Ahora hay que esperar a ver cuáles serán las consecuencias por ambas partes. El Santo Padre se ha visto enfrentado públicamente por obispos que se contaban entre sus más encendidos defensores. Estos obispos, acostumbrados a hacer lo que querían y quizá afectados del viejo pecado alemán del supremacismo, se sienten traicionados por un Papa que, según creen ellos, les podría deber incluso el mismo pontificado. El Papa no puede ceder y ellos, probablemente y dada su psicología, tampoco lo harán.
Paralelo a esto está la cuestión de cómo ven los medios de comunicación lo que está ocurriendo. No es casualidad que la revista “Micromega”, referente de la izquierda italiana, haya publicado esta semana duras críticas contra el Papa, mostrando su desilusión con él por no haber avanzado más en las reformas de la Iglesia que, según ellos, había prometido. El Papa no ha llegado al “todo vale” y eso les decepciona.
Y falta aún otro asunto, el destino del llamado G9, el grupo de cardenales que asesora al Papa. Se especula con la posibilidad de que la reunión que tendrá lugar dentro de unos días sea la última y que, a continuación, sea disuelto. De ese modo el Papa evitaría sacar de él a determinados cardenales más o menos afectados por acusaciones de pederastia y también dejaría de enfrentarse abiertamente con algunos amigos, como el cardenal Marx, que habrían dejado de serlo.

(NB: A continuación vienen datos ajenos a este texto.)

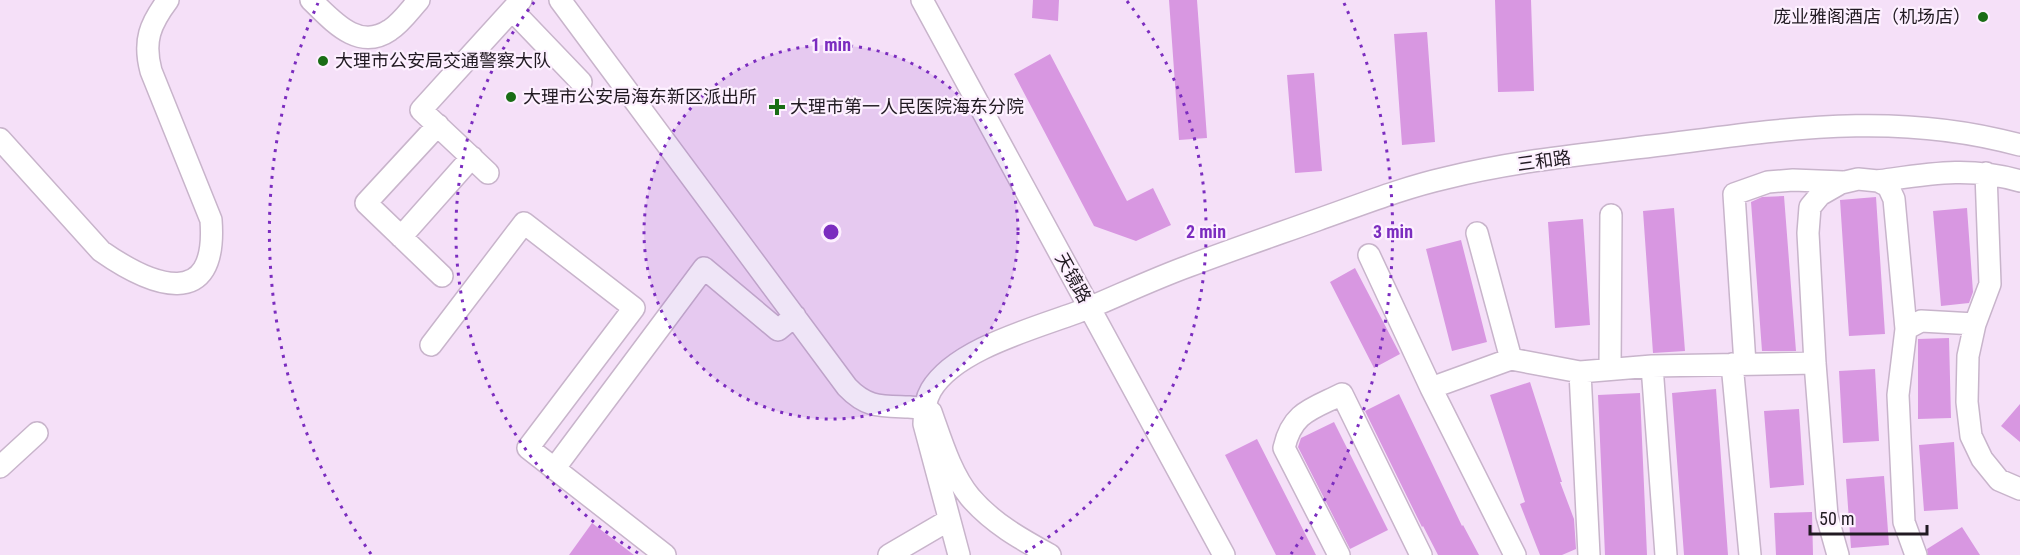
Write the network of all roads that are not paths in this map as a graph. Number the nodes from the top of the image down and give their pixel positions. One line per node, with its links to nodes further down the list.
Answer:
1 (168, 0): 9 (street)
2 (311, 0): 3 (street)
3 (419, 0)
4 (560, 0): 23 (street)
5 (922, 0): 22 (street, 天镜路)
6 (517, 5): 7 (street); 8 (street)
7 (581, 82)
8 (438, 125): 11 (street); 19 (street)
9 (0, 139)
10 (2020, 144): 22 (street, 三和路)
11 (472, 157): 12 (street); 19 (street)
12 (488, 173)
13 (1986, 173): 14 (street); 15 (street); 24 (street)
14 (1878, 181): 16 (street); 25 (street)
15 (2020, 181)
16 (1847, 182): 28 (street); 29 (street)
17 (1611, 215): 31 (street)
18 (1477, 233): 27 (street)
19 (401, 237): 21 (street)
20 (1369, 255): 33 (street)
21 (442, 276)
22 (1089, 307): 34 (street, 三和路); 44 (street, 天镜路)
23 (795, 316): 34 (street); 37 (street)
24 (1975, 324): 25 (street); 38 (street)
25 (1906, 329): 52 (street)
26 (431, 345): 37 (street)
27 (1511, 359): 32 (street); 33 (street)
28 (1815, 363): 29 (street); 51 (street)
29 (1738, 364): 30 (street); 50 (street)
30 (1652, 366): 31 (street); 49 (street)
31 (1610, 369): 32 (street)
32 (1580, 372): 48 (street)
33 (1431, 388): 47 (street)
34 (925, 408): 39 (street); 43 (street)
35 (37, 433): 36 (street)
36 (0, 467)
37 (554, 469): 40 (street)
38 (2020, 489)
39 (949, 520): 41 (street); 42 (street)
40 (665, 555)
41 (889, 555)
42 (959, 555)
43 (1050, 555)
44 (1224, 555)
45 (1339, 555): 46 (street)
46 (1421, 555)
47 (1515, 555)
48 (1589, 555)
49 (1666, 555)
50 (1750, 555)
51 (1838, 555)
52 (1916, 555)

¿Qué harán ahora los comentaristas que elogiaban al Papa y que nos acusaban, a los que defendíamos la interpretación de sus enseñanzas con un criterio de continuidad, de ser traidores al Pontífice y habernos convertido en sus enemigos? ¿Desde el momento en que el Papa no diga lo que ellos quieren oír, le obedecerán y apoyarán o le criticarán como hicieron con sus predecesores? Ahora se verá si los autoproclamados amigos del Papa eran tales o sólo oportunistas que se servían de él para sacar adelante sus ideas.